To be caught standing toe-to-toe with the duke, both of them arguing like fishwives . . .
Kendall tilted his head toward the outbuilding farther up the path, its door swung wide over the gravel. Isolde followed him up the walk. As they neared the building, she realized the structure was built into the side of the hill. The door stood at the end of a tunnel-like entrance, chiseled out of the mound like an ancient burial cairn.
Why had she followed him here?
It was infuriating . . . her uncontrollable need to poke and prod this man until he was as raging and helpless as herself. Until the turbulent Italian half of his nature erupted, burning away the chilly English.
Kendall paused beside the open door, tugging his hat further down on his head to prevent the wind from making off with it.
“Say your worst, Your Grace, and then let me be.” Isolde pressed an arm across her waist.
“And miss my chance to gloat? I think not.” The duke’s eyes thrummed with glee. “How delightful to discover that the fierce Lady Isolde cannot stand to be bested.”
“Ye have hardly bested me, Your Grace,” she said through gritted teeth. “I simply haven’t found the time to sharpen my dirk. We Scots are always ready tae spill aSassenach’s blood.”
“Is that so? You think me such an easy mark?” He smirked and, once more, stepped toward her.
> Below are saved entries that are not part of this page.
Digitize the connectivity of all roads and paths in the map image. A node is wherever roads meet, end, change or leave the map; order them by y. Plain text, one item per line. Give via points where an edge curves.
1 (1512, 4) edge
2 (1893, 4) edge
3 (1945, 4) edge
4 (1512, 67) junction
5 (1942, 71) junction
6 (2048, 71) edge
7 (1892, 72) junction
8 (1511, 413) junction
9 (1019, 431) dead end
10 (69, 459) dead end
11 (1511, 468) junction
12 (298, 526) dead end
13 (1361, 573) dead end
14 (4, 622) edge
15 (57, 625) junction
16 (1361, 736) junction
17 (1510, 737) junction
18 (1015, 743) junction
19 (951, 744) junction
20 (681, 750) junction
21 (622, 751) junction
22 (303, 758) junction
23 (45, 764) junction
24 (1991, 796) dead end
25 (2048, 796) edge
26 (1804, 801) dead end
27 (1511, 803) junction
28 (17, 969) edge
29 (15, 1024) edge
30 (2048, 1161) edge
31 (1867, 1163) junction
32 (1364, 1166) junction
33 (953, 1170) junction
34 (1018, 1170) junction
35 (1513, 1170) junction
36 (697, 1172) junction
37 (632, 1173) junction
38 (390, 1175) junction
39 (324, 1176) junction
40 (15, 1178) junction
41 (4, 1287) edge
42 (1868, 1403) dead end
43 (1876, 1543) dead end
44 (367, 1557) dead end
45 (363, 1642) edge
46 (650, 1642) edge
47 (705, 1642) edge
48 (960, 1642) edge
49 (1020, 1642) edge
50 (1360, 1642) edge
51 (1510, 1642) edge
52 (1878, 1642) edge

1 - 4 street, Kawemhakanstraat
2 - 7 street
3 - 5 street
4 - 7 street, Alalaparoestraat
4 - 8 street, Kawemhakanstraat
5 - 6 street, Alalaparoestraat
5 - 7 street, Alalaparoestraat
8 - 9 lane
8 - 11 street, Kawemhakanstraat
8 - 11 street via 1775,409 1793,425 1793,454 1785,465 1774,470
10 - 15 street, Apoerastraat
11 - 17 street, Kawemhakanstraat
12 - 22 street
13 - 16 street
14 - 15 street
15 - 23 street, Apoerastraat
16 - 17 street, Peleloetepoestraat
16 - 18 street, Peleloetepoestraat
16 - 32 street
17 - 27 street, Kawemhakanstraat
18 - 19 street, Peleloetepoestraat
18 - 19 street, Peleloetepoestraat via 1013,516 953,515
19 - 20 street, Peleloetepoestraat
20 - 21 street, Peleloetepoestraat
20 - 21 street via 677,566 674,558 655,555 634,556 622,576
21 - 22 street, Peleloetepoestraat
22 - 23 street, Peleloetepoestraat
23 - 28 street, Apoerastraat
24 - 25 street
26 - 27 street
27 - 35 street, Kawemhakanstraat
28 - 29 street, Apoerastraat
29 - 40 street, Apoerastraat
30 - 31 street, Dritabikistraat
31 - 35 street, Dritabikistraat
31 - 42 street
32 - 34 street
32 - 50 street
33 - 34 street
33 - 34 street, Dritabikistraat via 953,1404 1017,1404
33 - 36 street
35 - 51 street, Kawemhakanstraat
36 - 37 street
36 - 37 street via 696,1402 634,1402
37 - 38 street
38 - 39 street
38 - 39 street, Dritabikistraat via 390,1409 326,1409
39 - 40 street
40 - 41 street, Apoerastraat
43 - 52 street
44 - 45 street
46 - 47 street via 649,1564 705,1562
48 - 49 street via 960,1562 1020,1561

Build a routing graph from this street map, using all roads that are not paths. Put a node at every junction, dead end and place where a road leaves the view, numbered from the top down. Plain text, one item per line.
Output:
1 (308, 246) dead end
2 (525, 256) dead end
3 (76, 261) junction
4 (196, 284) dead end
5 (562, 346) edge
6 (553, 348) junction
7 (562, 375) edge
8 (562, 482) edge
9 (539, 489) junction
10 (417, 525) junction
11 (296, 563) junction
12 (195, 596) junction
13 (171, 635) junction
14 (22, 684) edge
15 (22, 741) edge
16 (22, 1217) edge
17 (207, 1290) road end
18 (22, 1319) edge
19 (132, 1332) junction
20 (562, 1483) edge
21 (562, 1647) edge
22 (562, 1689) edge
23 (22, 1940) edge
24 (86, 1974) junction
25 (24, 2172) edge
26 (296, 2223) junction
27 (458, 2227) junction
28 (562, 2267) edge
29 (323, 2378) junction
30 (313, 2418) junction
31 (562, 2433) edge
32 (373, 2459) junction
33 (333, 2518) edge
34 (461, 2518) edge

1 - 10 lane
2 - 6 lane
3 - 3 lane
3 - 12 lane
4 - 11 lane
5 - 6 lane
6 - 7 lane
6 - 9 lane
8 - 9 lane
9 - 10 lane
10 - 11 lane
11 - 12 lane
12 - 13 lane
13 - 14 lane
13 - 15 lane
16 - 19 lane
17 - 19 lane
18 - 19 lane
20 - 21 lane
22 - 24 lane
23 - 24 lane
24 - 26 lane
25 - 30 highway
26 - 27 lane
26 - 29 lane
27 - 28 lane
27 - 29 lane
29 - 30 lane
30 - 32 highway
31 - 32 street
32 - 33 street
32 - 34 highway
It was as if they were magnets unable to resist the pull of the other’s magnetic field.
He stood so close, Isolde could see herself reflected in his pupils. So close, the brim of his hat and the curve of her bonnet nearly touched.
She rather forgot to breathe.
A burst of female laughter sounded from somewhere behind them, causing Isolde to startle.
“Do you suppose Kendall went this way?” a voice called.
Kendall winced. “Oh, for the love of—” He bit off an oath.
Before Isolde could muster a word of protest, he wrapped his large hand around her wrist, tugged her into the dark interior of the building, and pulled the door partially shut, hiding them both from view.
Cool darkness engulfed her.
Of all the overly-dramatic—
Isolde yanked her hand from his warm grasp, hating how the press of his fingers lingered.
“Really, Your Grace,” she whispered. “I didn’t know your need tae crow victory was so pitiable.”